I think Greg banged a girl at the hospital that it showed him flirting with after sleeping with jay.

They point out him saying he hasn't seen anything for days after jay infected him so it seems he wanted to act tough but still was worried enough to pass it on immediately

K. Waste
Feb 27, 2014

MORAL:
To the vector belong the spoils.

TheFallenEvincar posted:

Yeah, which is why I thought it was kind of a dick move for Jay not to at least do that for Greg, Jay would've been as ill-prepared as Greg otherwise.

But Jay was ill-prepared. Tying someone (half naked) to a wheelchair, setting them out in the middle of some 'ruins' like a human sacrifice, and 'scaring them straight' was completely unproductive and desperate. All it succeeded in doing was rendering her paralyzed by the trauma of an experience that went completely unresolved by the de jure authority figures.

Greg, quite conspicuously, leads a full and fulfilling few days where he never 'sees' It. (It might be there, but it makes no difference to him because it's just 'another face in the crowd.') This is directly contrasted with Jay's experience - almost immediately and constantly beset by the vision of It, relying on a network of close friends to shelter her. These are not the signs of someone whose condition has been in any substantive way helped by what Hugh does. In fact, they immediately go seek Hugh out (an outcome he isn't prepared for and doesn't want) so that he can just explain again what he already said. And, basically, all Hugh says amounts to is, "Here is what I have done to you, and here's why I need to do it." The why, not the how, is the problem. Hugh makes a tacit decision that the lives of others are not as valuable to him as his own.

What's tripping people up is that they're looking to the actions of the characters as a kind of quasi-video game instruction manual on how to 'beat the game,' rather than as characterization. All this 'have sex with a flight attendant / become a porn star' stuff is done jokingly, but in this intention it misreads the film as a virtual experience where the immutable goal is 'victory' or 'winning,' an assertion of one's mental and reflexive superiority over the AI. The monster of It Follows is not 'programmed to lose' if its characters perform certain actions. If Jay went into porn,* then the narrative would merely move onto how this also fails to stop It because the point is that It's unstoppable. And that's the funny part - by trying to beat It like a video-game, one unwittingly confirms that many people share the high school footballer Hugh's mentality: No other lives matter, all that matters is beating the game, and I don't have to consider the consequences.

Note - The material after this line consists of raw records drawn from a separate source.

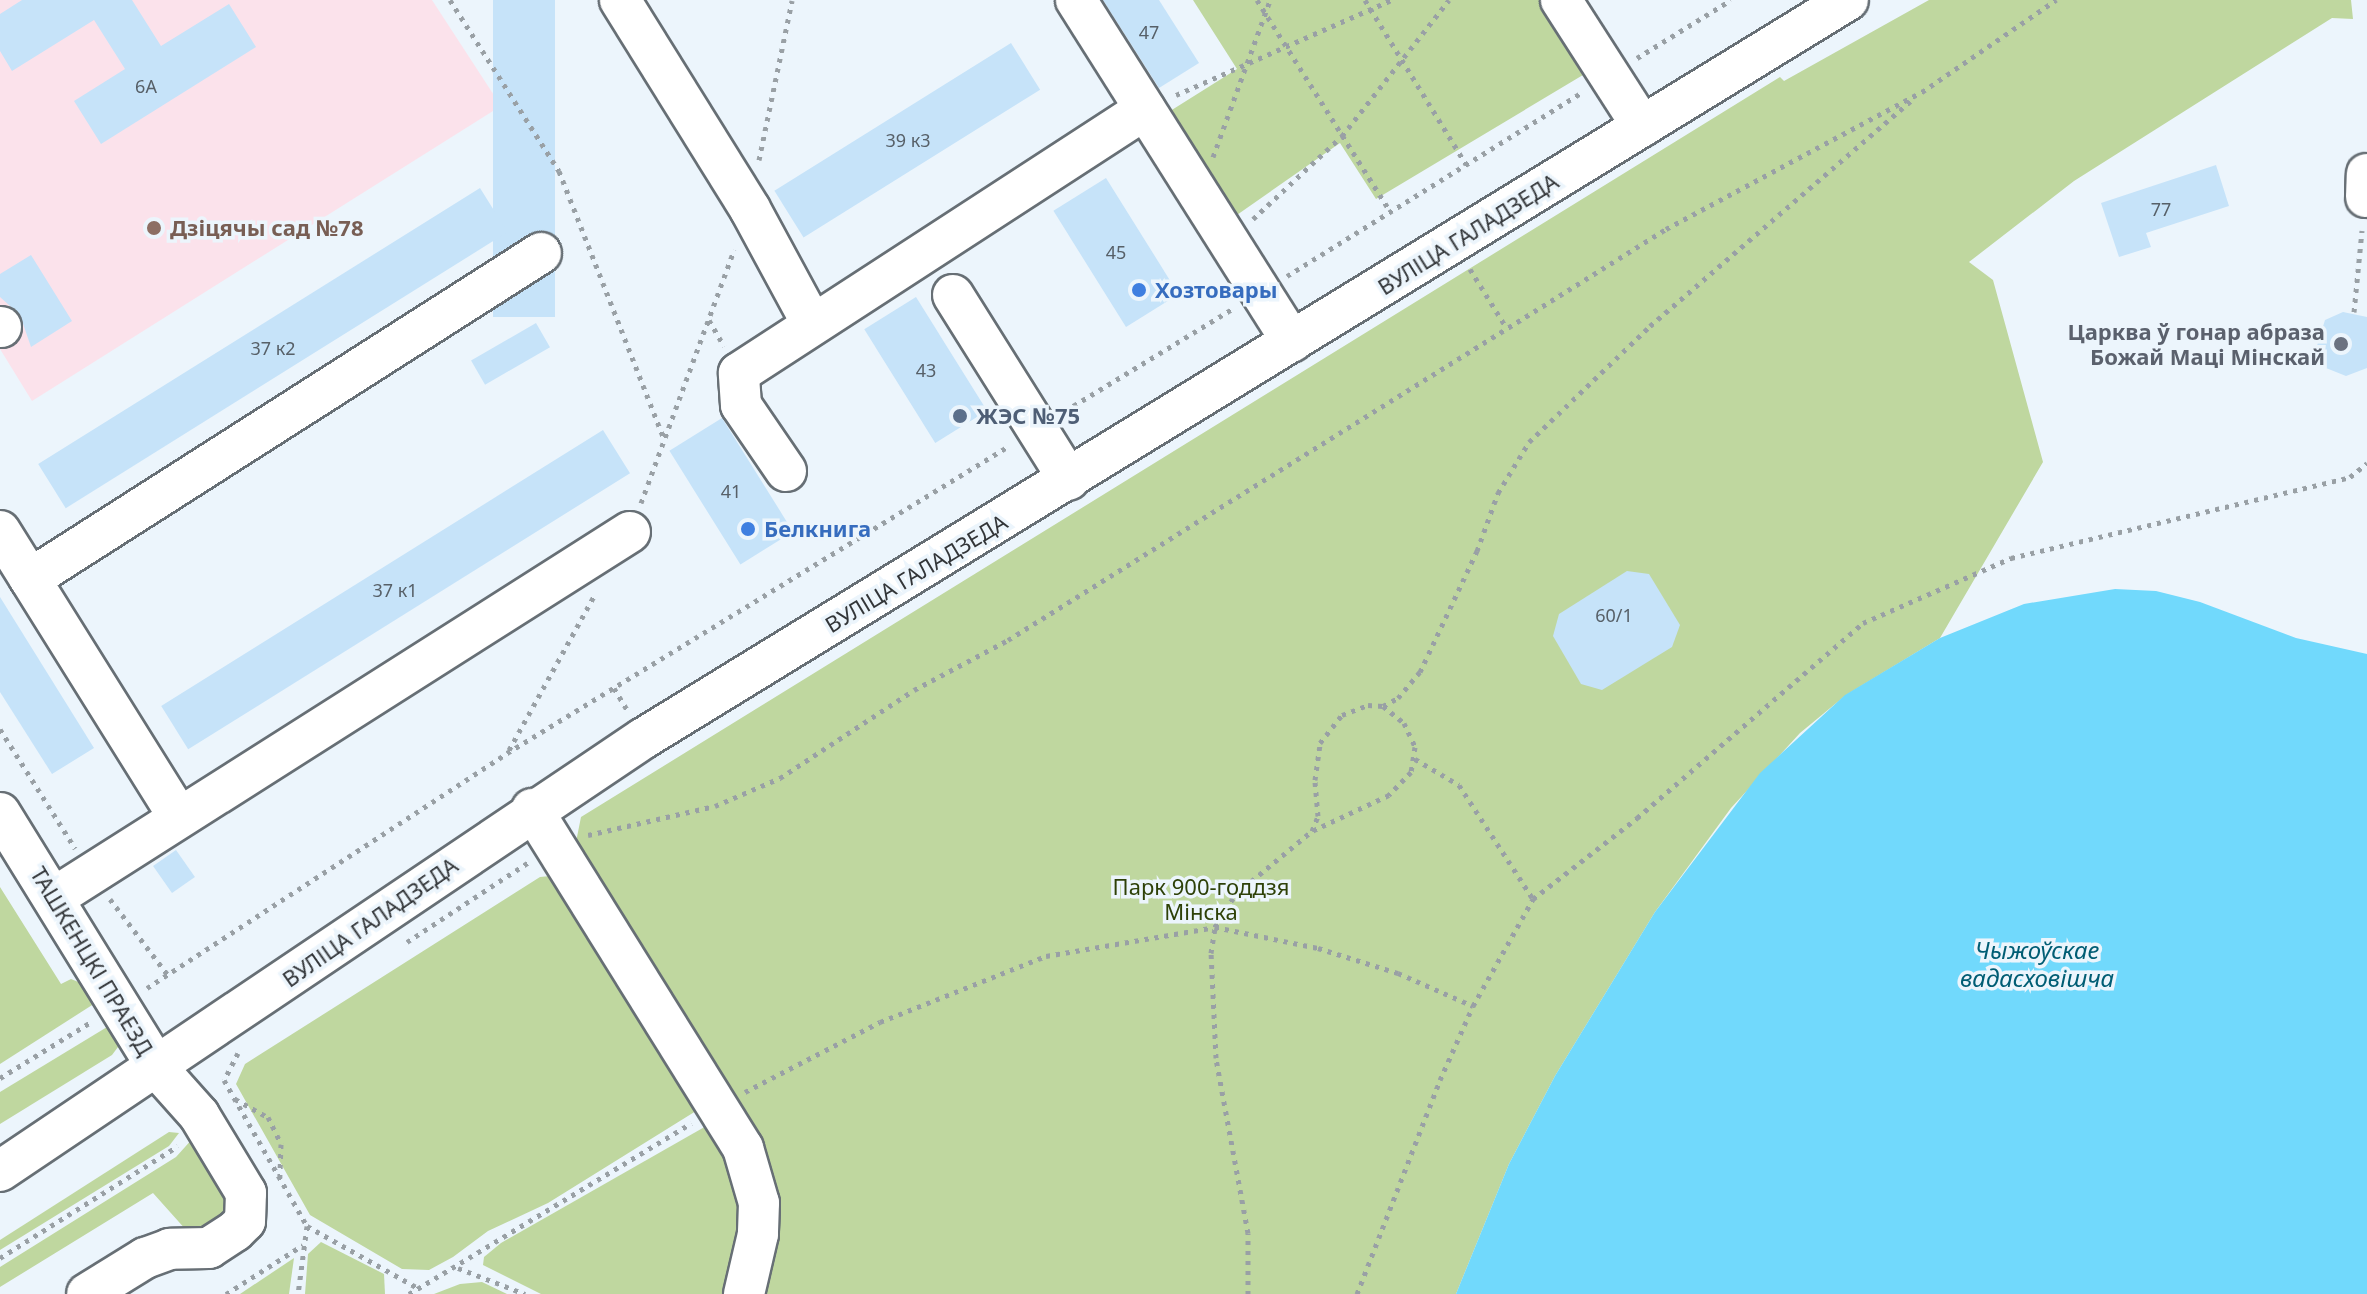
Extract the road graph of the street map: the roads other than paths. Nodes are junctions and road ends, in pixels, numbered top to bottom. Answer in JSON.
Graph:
{"nodes":[{"id":1,"x":620,"y":0,"type":"edge"},
{"id":2,"x":1076,"y":0,"type":"edge"},
{"id":3,"x":1561,"y":0,"type":"edge"},
{"id":4,"x":1848,"y":0,"type":"edge"},
{"id":5,"x":1145,"y":109,"type":"junction"},
{"id":6,"x":1642,"y":126,"type":"junction"},
{"id":7,"x":2367,"y":174,"type":"edge"},
{"id":8,"x":2366,"y":197,"type":"edge"},
{"id":9,"x":541,"y":253,"type":"dead end"},
{"id":10,"x":953,"y":295,"type":"dead end"},
{"id":11,"x":811,"y":322,"type":"junction"},
{"id":12,"x":1292,"y":342,"type":"junction"},
{"id":13,"x":786,"y":471,"type":"dead end"},
{"id":14,"x":1069,"y":480,"type":"junction"},
{"id":15,"x":0,"y":531,"type":"edge"},
{"id":16,"x":630,"y":532,"type":"road end"},
{"id":17,"x":30,"y":579,"type":"junction"},
{"id":18,"x":532,"y":809,"type":"junction"},
{"id":19,"x":0,"y":813,"type":"edge"},
{"id":20,"x":178,"y":816,"type":"junction"},
{"id":21,"x":55,"y":897,"type":"junction"},
{"id":22,"x":158,"y":1069,"type":"junction"},
{"id":23,"x":0,"y":1171,"type":"edge"},
{"id":24,"x":87,"y":1294,"type":"edge"},
{"id":25,"x":744,"y":1294,"type":"edge"}],
"edges":[{"from":1,"to":11,"type":"street"},
{"from":2,"to":5,"type":"street"},
{"from":3,"to":6,"type":"street"},
{"from":4,"to":6,"type":"street","name":"ВУЛІЦА ГАЛАДЗЕДА"},
{"from":5,"to":11,"type":"street"},
{"from":5,"to":12,"type":"street"},
{"from":6,"to":12,"type":"street","name":"ВУЛІЦА ГАЛАДЗЕДА"},
{"from":7,"to":8,"type":"street"},
{"from":9,"to":17,"type":"street"},
{"from":10,"to":14,"type":"street"},
{"from":11,"to":13,"type":"street"},
{"from":12,"to":14,"type":"street","name":"ВУЛІЦА ГАЛАДЗЕДА"},
{"from":14,"to":18,"type":"street","name":"ВУЛІЦА ГАЛАДЗЕДА"},
{"from":15,"to":17,"type":"street"},
{"from":16,"to":20,"type":"street"},
{"from":17,"to":20,"type":"street"},
{"from":18,"to":22,"type":"street","name":"ВУЛІЦА ГАЛАДЗЕДА"},
{"from":18,"to":25,"type":"street"},
{"from":19,"to":21,"type":"street","name":"ТАШКЕНЦКІ ПРАЕЗД"},
{"from":20,"to":21,"type":"street"},
{"from":21,"to":22,"type":"street","name":"ТАШКЕНЦКІ ПРАЕЗД"},
{"from":22,"to":23,"type":"street","name":"ВУЛІЦА ГАЛАДЗЕДА"},
{"from":22,"to":24,"type":"street","name":"ТАШКЕНЦКІ ПРАЕЗД"}]}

*The same sex-negative subtext already exists with her potentially having sex with the three guys are the boat. Jay gives up her dignity and jeopardizes others in a desperate bid to avoid confronting the source of her trauma.

Punkin Spunkin
Jan 1, 2010

K. Waste posted:

What's tripping people up is that they're looking to the actions of the characters as a kind of quasi-video game instruction manual on how to 'beat the The monster of It Follows is not 'programmed to lose' if its characters perform certain actions. If Jay went into porn,* then the narrative would merely move onto how this also fails to stop It because the point is that It's unstoppable. And that's the funny part - by trying to beat It like a video-game, one unwittingly confirms that many people share the high school footballer Hugh's mentality: No other lives matter, all that matters is beating the game, and I don't have to consider the consequences.
Weeeell until they drape it in a blanket and beat it up like a villain in an episode of Scooby Doo
Also Jay definitely was ill-prepared and Hugh's a dick, but I fail to see how anyone was less prepared than Greg

I do agree regarding the silliness of the fantasy strategies people have but for me they're just dumb what if jokes

Troposphere
Jul 11, 2005


psycho killer
qu'est-ce que c'est?
I like that the movie was basically my favorite scare from Lake Mungo, but over and over again. Something really primal about it that made me love Lake Mungo and this movie even more! The tall guy scare especially.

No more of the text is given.